The resulting surplus is keeping the price of natural gas so low that it is below the cost of drilling and producing most shale gas. So, if shale gas is uneconomic, why does the supply of natural gas keep increasing?
What has not been widely reported is that while shale gas is the major component of current gas supplies, a lot of the surplus of natural gas is coming from conventional oil wells that are being drilled horizontally and hydraulically fractured.
A report from the financial advisory firm Raymond James included this comment from J. Marshall Adkins: "We believe that there are a number of underlying supply trends that the 'supply rollover pundits' are simply not factoring into their models now that the gas rig count has finally begun to move lower. The biggest one is the fact that there are a bunch of horizontal oil wells being drilled today that are producing way more associated gas (most more than five times more productive) than the average vertical gas well drilled just five years ago. Remember, we are not even counting these as gas wells!”
Adkins and Raymond James go on to say that, “Based on our recently completed survey of publicly traded operators for 3Q2011, we now believe that the Energy Information Administration's (EIA) next release of its monthly 914 U.S. gas supply data (on Nov. 29) should show a significant upward spike in the September gas supply figure - to the tune of plus-1 Bcf/d more than August."
It is interesting to note that a great deal of media attention has been devoted to shale gas as if it is somehow different from any other source of natural gas, such as conventional gas wells and the associated natural gas from oil wells. What hasn’t been reported is that the combination of horizontal drilling and hydraulic fracturing has become so common that an estimated 90% of all oil and gas wells now being drilled are using the combination of the two techniques. In fact, the EIA reported that domestic crude oil reserves increased in 2009, reversing a 40-year decline.
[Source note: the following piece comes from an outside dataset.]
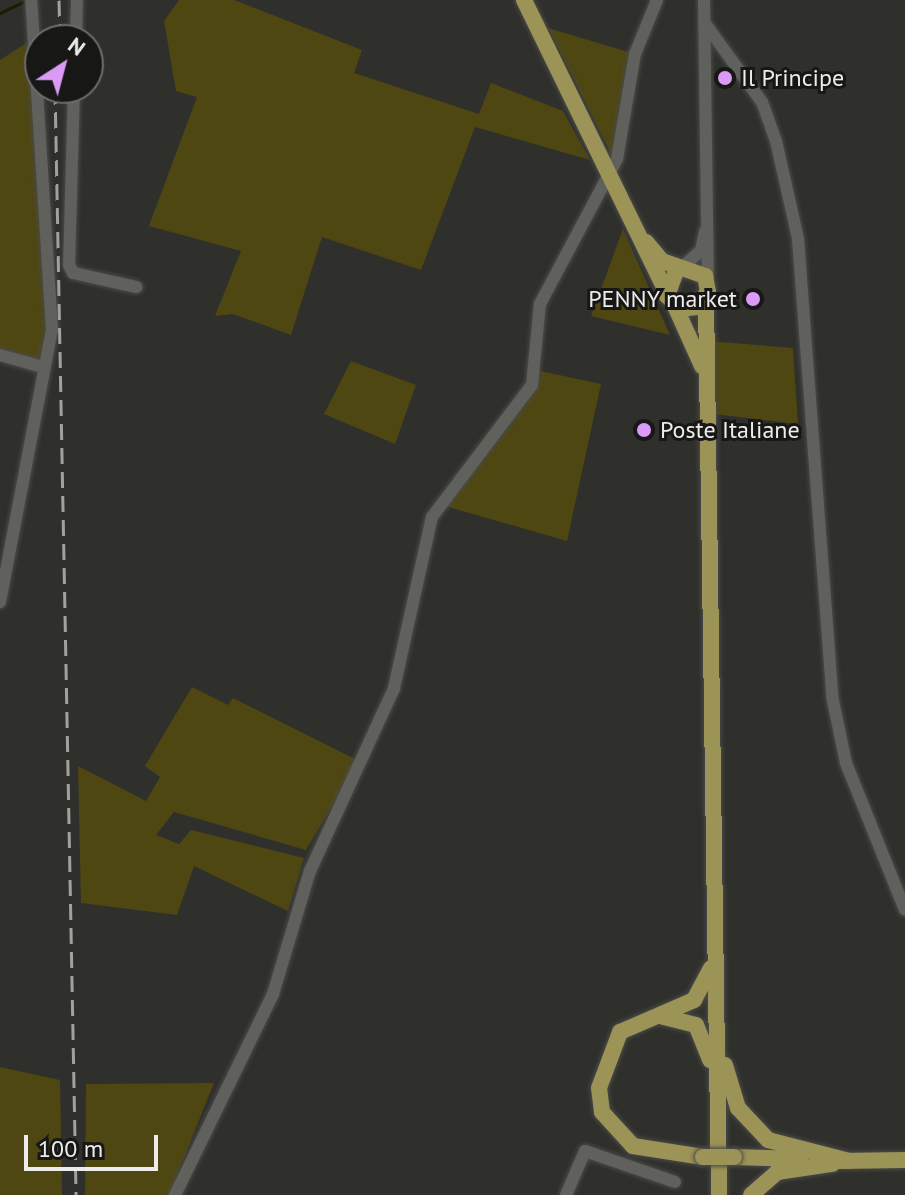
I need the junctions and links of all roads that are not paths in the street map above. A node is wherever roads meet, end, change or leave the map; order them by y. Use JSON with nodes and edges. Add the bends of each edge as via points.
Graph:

The lesson here is that an inordinate amount of human resources is being expended to examine and regulate shale gas exploration when, in fact, the activity is no different than all oil and natural gas exploration and production. The question now is will all oil and gas exploration be subjected to hyper-scrutiny and new regulations that could limit, if not prohibit, such exploration—or will some level of sanity prevail?